Segment Start: Extracted information
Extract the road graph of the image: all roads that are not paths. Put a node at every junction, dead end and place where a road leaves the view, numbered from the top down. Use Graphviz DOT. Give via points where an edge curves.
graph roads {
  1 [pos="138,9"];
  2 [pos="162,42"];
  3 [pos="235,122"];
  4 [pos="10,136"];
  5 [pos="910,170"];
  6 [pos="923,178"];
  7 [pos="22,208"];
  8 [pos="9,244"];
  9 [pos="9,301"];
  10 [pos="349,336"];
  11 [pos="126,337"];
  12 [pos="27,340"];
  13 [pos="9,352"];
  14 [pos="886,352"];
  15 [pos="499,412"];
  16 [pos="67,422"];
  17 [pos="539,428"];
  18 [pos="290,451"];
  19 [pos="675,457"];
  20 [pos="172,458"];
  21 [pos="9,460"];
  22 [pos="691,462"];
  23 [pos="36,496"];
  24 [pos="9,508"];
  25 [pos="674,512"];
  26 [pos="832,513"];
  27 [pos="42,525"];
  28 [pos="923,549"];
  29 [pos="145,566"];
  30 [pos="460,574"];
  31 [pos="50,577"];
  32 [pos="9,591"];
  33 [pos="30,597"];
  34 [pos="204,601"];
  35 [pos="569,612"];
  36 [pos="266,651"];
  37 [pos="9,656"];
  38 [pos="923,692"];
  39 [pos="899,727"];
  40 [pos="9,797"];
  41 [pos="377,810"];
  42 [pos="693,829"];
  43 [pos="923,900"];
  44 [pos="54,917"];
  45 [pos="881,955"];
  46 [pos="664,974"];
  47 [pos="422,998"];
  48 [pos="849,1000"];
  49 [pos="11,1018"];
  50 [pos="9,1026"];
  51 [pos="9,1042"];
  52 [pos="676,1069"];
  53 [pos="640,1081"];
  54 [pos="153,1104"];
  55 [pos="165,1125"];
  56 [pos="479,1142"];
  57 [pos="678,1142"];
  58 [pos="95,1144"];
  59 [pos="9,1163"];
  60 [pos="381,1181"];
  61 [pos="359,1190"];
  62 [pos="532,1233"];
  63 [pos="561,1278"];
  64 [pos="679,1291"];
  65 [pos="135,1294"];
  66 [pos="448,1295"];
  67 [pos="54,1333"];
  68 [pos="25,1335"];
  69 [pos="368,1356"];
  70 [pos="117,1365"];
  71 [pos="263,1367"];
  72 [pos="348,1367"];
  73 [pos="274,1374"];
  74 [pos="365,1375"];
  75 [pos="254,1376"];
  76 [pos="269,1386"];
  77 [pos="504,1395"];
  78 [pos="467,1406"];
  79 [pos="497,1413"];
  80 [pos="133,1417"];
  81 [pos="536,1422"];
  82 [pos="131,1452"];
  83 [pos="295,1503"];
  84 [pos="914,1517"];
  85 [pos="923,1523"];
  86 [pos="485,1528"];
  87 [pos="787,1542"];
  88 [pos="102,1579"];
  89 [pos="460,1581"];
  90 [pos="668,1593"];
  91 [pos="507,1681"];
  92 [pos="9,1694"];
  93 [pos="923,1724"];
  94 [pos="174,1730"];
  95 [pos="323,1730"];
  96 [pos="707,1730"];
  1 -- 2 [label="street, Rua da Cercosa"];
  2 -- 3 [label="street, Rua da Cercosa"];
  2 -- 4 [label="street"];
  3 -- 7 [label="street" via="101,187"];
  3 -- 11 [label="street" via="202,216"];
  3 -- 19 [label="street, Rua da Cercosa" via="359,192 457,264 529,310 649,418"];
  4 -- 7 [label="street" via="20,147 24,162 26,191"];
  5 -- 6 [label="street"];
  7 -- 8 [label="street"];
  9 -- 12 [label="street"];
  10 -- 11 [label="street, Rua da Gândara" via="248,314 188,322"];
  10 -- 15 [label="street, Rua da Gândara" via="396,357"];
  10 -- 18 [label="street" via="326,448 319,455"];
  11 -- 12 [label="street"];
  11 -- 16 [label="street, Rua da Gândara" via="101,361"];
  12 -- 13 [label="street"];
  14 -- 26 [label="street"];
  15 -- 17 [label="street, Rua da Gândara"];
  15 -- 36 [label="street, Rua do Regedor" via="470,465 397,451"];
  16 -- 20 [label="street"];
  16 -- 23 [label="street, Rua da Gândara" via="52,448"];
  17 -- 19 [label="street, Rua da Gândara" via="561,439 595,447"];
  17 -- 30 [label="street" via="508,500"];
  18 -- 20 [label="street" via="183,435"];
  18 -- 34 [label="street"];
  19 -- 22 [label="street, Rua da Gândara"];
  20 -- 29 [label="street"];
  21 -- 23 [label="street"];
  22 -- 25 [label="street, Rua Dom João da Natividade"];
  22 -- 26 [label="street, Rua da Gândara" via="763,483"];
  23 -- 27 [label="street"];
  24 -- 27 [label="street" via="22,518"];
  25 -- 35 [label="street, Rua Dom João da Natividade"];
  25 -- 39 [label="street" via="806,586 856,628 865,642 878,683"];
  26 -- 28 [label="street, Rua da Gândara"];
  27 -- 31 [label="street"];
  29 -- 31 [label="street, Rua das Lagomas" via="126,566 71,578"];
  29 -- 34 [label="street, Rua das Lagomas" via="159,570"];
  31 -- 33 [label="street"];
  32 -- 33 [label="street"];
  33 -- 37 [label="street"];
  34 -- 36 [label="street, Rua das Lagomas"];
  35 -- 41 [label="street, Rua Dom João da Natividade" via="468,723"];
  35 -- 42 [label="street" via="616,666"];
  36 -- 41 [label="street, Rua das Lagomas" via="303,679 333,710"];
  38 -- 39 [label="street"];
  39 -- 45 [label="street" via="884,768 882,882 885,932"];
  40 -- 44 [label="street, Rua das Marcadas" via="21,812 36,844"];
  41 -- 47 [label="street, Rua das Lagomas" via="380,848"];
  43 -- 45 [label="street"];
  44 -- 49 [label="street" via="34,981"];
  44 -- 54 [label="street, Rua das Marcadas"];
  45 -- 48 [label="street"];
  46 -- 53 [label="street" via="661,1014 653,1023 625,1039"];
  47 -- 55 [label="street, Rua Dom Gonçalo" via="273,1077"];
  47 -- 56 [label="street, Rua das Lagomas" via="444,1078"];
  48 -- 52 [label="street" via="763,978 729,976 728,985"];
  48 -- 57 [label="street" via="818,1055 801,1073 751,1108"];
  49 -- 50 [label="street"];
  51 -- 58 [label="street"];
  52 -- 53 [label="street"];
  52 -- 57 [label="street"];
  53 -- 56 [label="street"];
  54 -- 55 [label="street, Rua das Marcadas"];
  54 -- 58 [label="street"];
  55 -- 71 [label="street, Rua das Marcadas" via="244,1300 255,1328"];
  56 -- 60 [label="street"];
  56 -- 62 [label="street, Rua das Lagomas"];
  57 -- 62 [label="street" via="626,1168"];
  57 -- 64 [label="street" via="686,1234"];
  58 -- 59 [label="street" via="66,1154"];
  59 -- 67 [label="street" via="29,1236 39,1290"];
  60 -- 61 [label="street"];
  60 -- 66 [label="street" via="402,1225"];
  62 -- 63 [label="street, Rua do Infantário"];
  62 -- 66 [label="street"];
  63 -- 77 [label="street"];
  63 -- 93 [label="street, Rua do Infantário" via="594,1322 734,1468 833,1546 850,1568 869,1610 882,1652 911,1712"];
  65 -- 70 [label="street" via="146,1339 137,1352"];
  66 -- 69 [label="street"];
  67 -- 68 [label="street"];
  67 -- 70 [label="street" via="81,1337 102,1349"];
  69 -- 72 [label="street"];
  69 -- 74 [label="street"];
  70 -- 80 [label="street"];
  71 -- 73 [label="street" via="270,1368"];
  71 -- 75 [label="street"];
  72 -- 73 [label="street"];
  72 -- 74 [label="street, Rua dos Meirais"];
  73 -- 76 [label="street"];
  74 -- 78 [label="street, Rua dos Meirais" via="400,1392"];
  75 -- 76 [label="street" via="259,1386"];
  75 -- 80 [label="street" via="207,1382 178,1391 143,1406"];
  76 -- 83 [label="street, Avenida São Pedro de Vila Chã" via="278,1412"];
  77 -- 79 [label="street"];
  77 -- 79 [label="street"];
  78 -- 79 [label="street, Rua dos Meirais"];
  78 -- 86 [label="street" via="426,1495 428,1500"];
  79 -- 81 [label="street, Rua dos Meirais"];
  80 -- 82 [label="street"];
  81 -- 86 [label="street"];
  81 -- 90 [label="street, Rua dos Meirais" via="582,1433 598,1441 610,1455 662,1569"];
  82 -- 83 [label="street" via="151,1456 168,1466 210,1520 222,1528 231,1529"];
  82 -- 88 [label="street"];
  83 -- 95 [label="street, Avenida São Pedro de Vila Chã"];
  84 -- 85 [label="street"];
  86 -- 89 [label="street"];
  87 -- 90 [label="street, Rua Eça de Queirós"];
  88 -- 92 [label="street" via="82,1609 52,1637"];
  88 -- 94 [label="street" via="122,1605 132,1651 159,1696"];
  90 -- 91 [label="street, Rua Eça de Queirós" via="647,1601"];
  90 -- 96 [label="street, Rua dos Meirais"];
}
Segment End: Extracted information
→ **Exercise aim**: What lines in the listing include the string "Infantário"? Copy them out.

→ **Written response**:
  62 -- 63 [label="street, Rua do Infantário"];
  63 -- 93 [label="street, Rua do Infantário" via="594,1322 734,1468 833,1546 850,1568 869,1610 882,1652 911,1712"];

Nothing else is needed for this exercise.